Amelia Pollard, Financial Times, January 30, 2026

Bessent is not in the Hoover-Duquesne-Silicon Valley circuit. But his convergence with the Warsh-Druckenmiller doctrine was public well before the Treasury appointment. Gain-of-Function Monetary Policy was a fund manager's critique, not a Treasury Secretary's position paper.

In the same FT interview, on the day of Warsh's nomination, Druckenmiller endorsed the coordination architecture in his own voice:

"I'm really excited about the partnership between him and Bessent. Having an accord between the Treasury secretary and Fed chair is ideal."
Stanley Druckenmiller, Financial Times, January 30, 2026

The word accord is not casual. It echoes Warsh's July 2025 CNBC proposal for a new Treasury-Fed accord modeled on the 1951 agreement. It echoes the language Warsh used inside the same CNBC appearance — "It would make the accord easier if the same person was on both sides of it." Druckenmiller, speaking to the FT on the day the nomination is announced, deploys the term to name what the axis is now institutionally positioned to pursue. The three actors, across fourteen months of public statements, use the same word to describe the same structural arrangement.

A reader willing to grant both shared doctrine and shared history can still hold that three people who know each other and agree about monetary policy are not a structural phenomenon. Friendship produces correlation. Professional proximity produces vocabulary. What would distinguish a friendship from a structural arrangement is whether the convergence is complementary — whether each of the three occupies a position within the doctrine that the others cannot, and whether the positions fit together into something larger than any of them alone.

• • •

The recognition

Look at what each of the three produces inside the shared doctrine.

Druckenmiller names. "The Fed has been the great enabler." "Stay in his lane." "Don't go on '60 Minutes.' You're not a rockstar, okay? You're the Fed chairman." "We got to get rid of forward guidance" (attributed to Warsh). Druckenmiller's role is diagnostic — he fixes the problem in vivid, hedge-fund-principal language that gets picked up and reused. The phrases travel.

Bessent theorizes. Gain-of-Function Monetary Policy is the most intellectually complete axis document. It builds the analytical framework: QE as "gain-of-function experiment"; the Fed as institution subject to "mission creep" and "institutional bloat"; monetary policy independence as a "jewel box" that must be "walled off"; Hoenig and Petrou as cross-ideological authorities for the distributional critique. Bessent coins the structural metaphors and develops the mechanisms. His role is architectural — he produces the analytical scaffolding on which the prescriptions rest.

Warsh codifies. The prepared opening statement of April 21, 2026 is the most institutionally specific axis document. It enumerates the non-monetary domains — stewardship of public monies, bank regulatory and supervisory policy, areas affecting international finance — where independence does not operate at its peak.
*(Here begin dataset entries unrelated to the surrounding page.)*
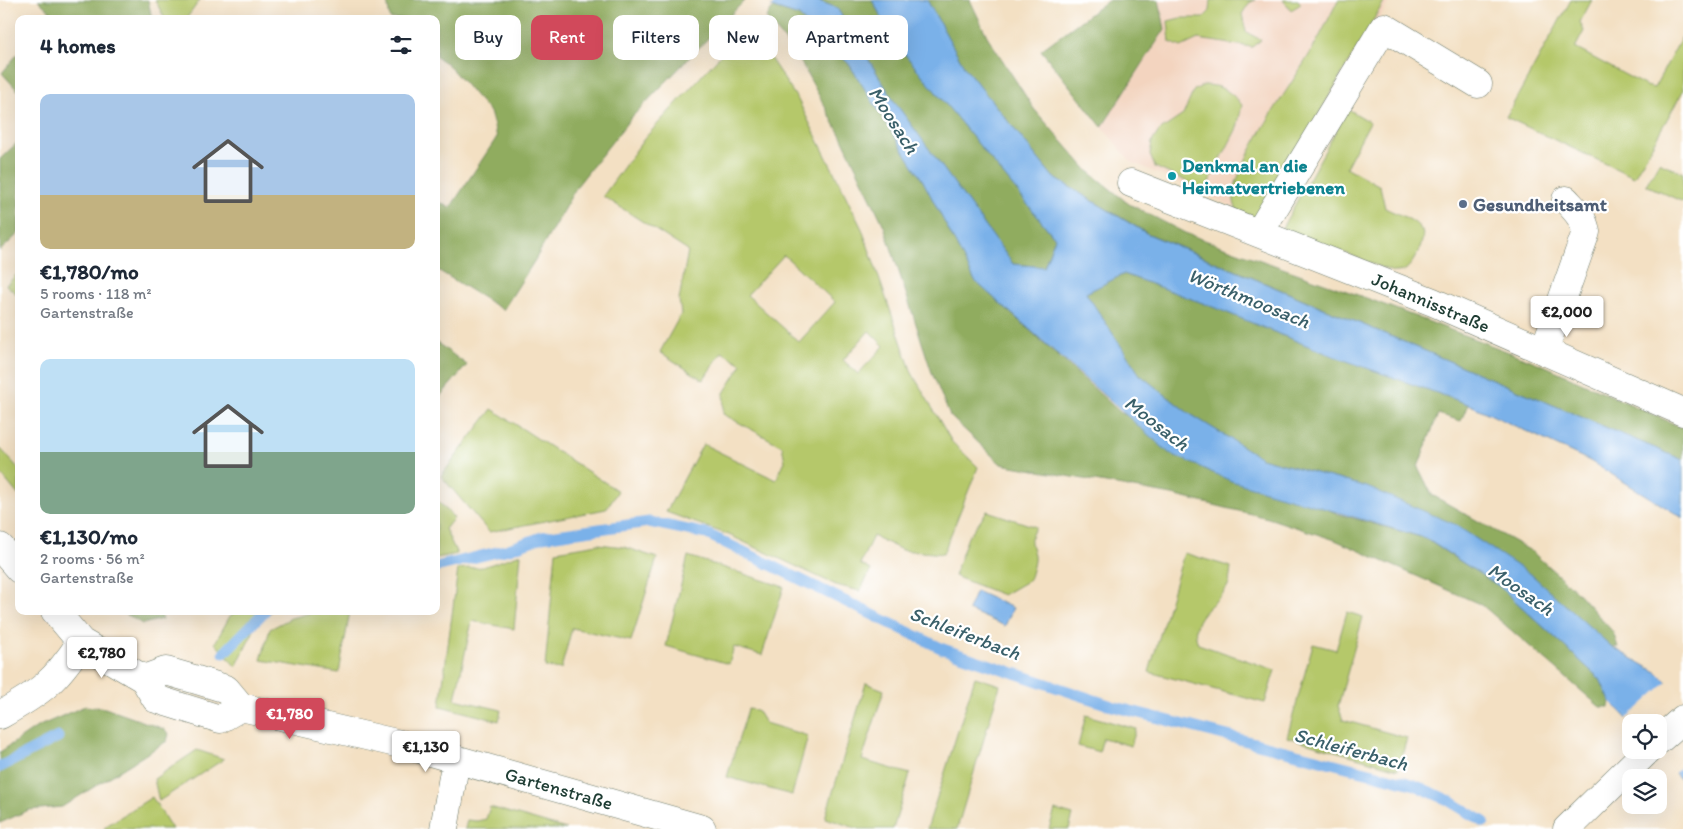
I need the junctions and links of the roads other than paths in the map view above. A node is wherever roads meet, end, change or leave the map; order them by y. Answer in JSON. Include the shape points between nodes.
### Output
{"nodes":[{"id":1,"x":1478,"y":84,"type":"dead end"},
{"id":2,"x":1131,"y":183,"type":"dead end"},
{"id":3,"x":1566,"y":200,"type":"dead end"},
{"id":4,"x":1259,"y":233,"type":"junction"},
{"id":5,"x":1544,"y":351,"type":"junction"},
{"id":6,"x":1683,"y":412,"type":"edge"},
{"id":7,"x":0,"y":547,"type":"edge"},
{"id":8,"x":15,"y":564,"type":"edge"},
{"id":9,"x":57,"y":615,"type":"edge"},
{"id":10,"x":81,"y":642,"type":"junction"},
{"id":11,"x":0,"y":715,"type":"edge"},
{"id":12,"x":1683,"y":719,"type":"edge"},
{"id":13,"x":1667,"y":733,"type":"edge"},
{"id":14,"x":456,"y":759,"type":"junction"},
{"id":15,"x":1638,"y":759,"type":"edge"},
{"id":16,"x":444,"y":829,"type":"edge"},
{"id":17,"x":702,"y":829,"type":"edge"},
{"id":18,"x":1567,"y":829,"type":"edge"}],
"edges":[{"from":1,"to":4,"type":"street","via":[[1384,27]]},
{"from":2,"to":4,"type":"street","name":"Johannisstraße"},
{"from":3,"to":5,"type":"street","via":[[1580,215],[1586,232]]},
{"from":4,"to":5,"type":"street","name":"Johannisstraße","via":[[1434,302]]},
{"from":5,"to":6,"type":"street","name":"Johannisstraße"},
{"from":7,"to":8,"type":"street"},
{"from":9,"to":10,"type":"street","name":"Gartenstraße"},
{"from":10,"to":11,"type":"street","via":[[63,670],[37,694]]},
{"from":10,"to":14,"type":"street","name":"Gartenstraße","via":[[144,679],[166,672],[226,689],[240,707]]},
{"from":12,"to":13,"type":"street"},
{"from":14,"to":16,"type":"street"},
{"from":14,"to":17,"type":"street","name":"Gartenstraße"},
{"from":15,"to":18,"type":"street"}]}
It commits the Fed, under oath, to "working with the Administration and Congress on non-monetary matters." It places Druckenmiller and Shultz in explicit parity as mentors. Warsh's role is legal — he translates the diagnosis and the theory into institutional commitment at confirmation hearing.

The three registers are visible in the vocabulary they share and the phrases they do not. "Great enabler" is Druckenmiller; it appears in Bessent's prose without attribution but with identical causal structure; it reappears in Warsh's hearing as "fiscal policy in disguise." "Mission creep" and "institutional bloat" are Bessent; Warsh uses "confusion of roles that leads to a set of mission creep" at hearing. "Jewel box" is Bessent; the structure becomes Warsh's "Fed independence is at its peak in the operational conduct of monetary policy." "Stay in its lane" transits from Powell's own self-description through Druckenmiller's weaponization through Becky Quick's on-air framing into Warsh's prepared text. Each phrase travels. Each arrives at a different register and does different work.
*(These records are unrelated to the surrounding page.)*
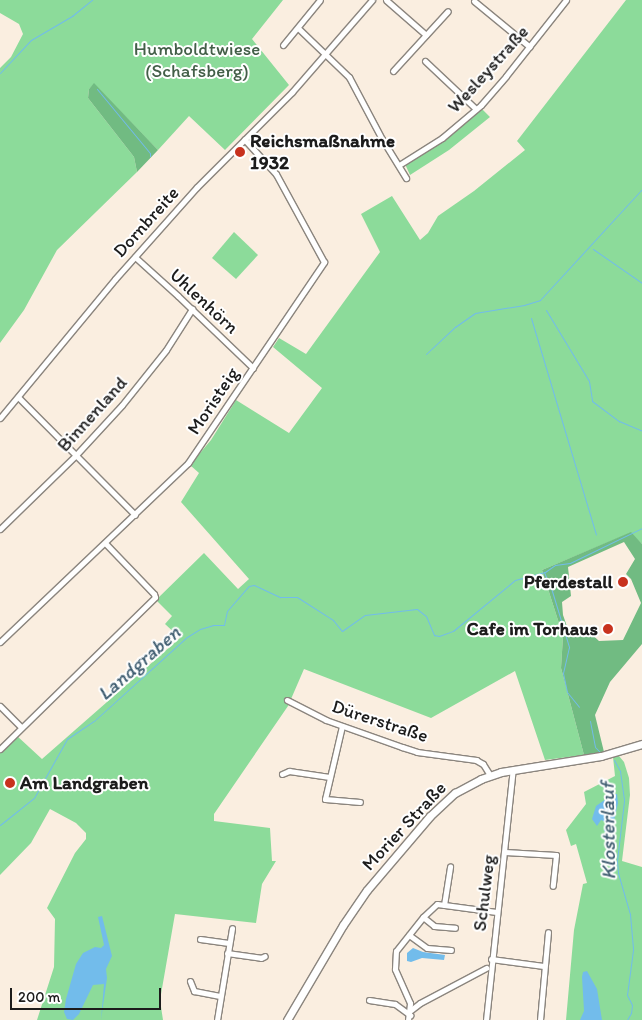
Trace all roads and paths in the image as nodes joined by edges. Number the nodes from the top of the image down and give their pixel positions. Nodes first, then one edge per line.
1 (320, 0) edge
2 (372, 0) edge
3 (386, 0) edge
4 (566, 0) edge
5 (474, 2) dead end
6 (448, 11) dead end
7 (298, 28) junction
8 (426, 35) junction
9 (283, 45) dead end
10 (530, 47) junction
11 (326, 55) junction
12 (425, 61) dead end
13 (393, 71) dead end
14 (476, 109) junction
15 (244, 140) junction
16 (399, 166) junction
17 (406, 178) dead end
18 (135, 257) junction
19 (192, 309) junction
20 (253, 368) junction
21 (18, 397) junction
22 (0, 418) edge
23 (75, 456) junction
24 (136, 515) junction
25 (0, 529) edge
26 (106, 544) junction
27 (0, 642) edge
28 (287, 700) dead end
29 (0, 706) edge
30 (342, 726) junction
31 (21, 727) junction
32 (642, 744) edge
33 (0, 749) edge
34 (513, 769) junction
35 (282, 774) dead end
36 (490, 775) junction
37 (330, 777) junction
38 (360, 802) dead end
39 (505, 852) junction
40 (450, 866) dead end
41 (553, 886) dead end
42 (444, 905) junction
43 (496, 912) junction
44 (423, 917) junction
45 (232, 928) dead end
46 (455, 928) dead end
47 (548, 932) dead end
48 (409, 935) junction
49 (200, 939) dead end
50 (229, 943) junction
51 (451, 950) dead end
52 (227, 954) junction
53 (265, 956) dead end
54 (491, 960) junction
55 (544, 966) junction
56 (486, 968) dead end
57 (190, 981) dead end
58 (219, 996) junction
59 (369, 1000) dead end
60 (410, 1017) edge
61 (217, 1020) edge
62 (287, 1020) edge
63 (486, 1020) edge
64 (540, 1020) edge

1 - 7 street
2 - 11 street, Dornbreite
3 - 8 street
4 - 10 street, Wesleystraße
5 - 10 street
6 - 8 street
7 - 9 street
7 - 11 street
8 - 13 street
10 - 14 street, Wesleystraße
11 - 15 street, Dornbreite
11 - 16 street
12 - 14 street
14 - 16 street, Wesleystraße
15 - 18 street, Dornbreite
15 - 20 street, Moristeig
16 - 17 street
18 - 19 street, Uhlenhörn
18 - 21 street, Dornbreite
19 - 20 street, Uhlenhörn
19 - 23 street, Binnenland
20 - 24 street, Moristeig
21 - 22 street, Dornbreite
21 - 23 street
23 - 24 street
23 - 25 street, Binnenland
24 - 26 street, Moristeig
26 - 27 street, Moristeig
26 - 31 street
28 - 30 street, Dürerstraße
29 - 31 street
30 - 36 street, Dürerstraße
30 - 37 street
31 - 33 street
32 - 34 main road, Morier Straße
34 - 36 main road, Morier Straße
34 - 39 street, Schulweg
35 - 37 street
36 - 62 main road, Morier Straße
37 - 38 street
39 - 41 street
39 - 43 street, Schulweg
40 - 42 street
42 - 43 street
42 - 44 street
43 - 54 street, Schulweg
44 - 46 street
44 - 48 street
45 - 50 street
47 - 55 street
48 - 51 street
48 - 60 street
49 - 50 street
50 - 52 street
52 - 53 street
52 - 58 street
54 - 55 street
54 - 63 street, Schulweg
55 - 64 street
56 - 60 street
57 - 58 street
58 - 61 street
59 - 60 street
And now the recognition. Ask what would happen if one of the three tried to do what another does. Druckenmiller on CNBC cannot produce Gain-of-Function Monetary Policy — the piece is a scholarly argument in an academic-adjacent venue, dense with institutional mechanisms and cross-ideological citations; it requires a register Druckenmiller does not operate in and would not want to. Bessent as Treasury Secretary cannot make the phrases land the way Druckenmiller can — a cabinet officer who called the Fed chair a "rockstar" playing to '60 Minutes' would be front-page news for weeks; the phrase works precisely because Druckenmiller has no institutional position to protect. Warsh as nominee cannot appear on CNBC weekly speaking about Powell the way Druckenmiller did — a confirmation candidate with that record of public commentary would be filibustered before his hearing. The registers are not interchangeable. Each is accessible only to its occupant.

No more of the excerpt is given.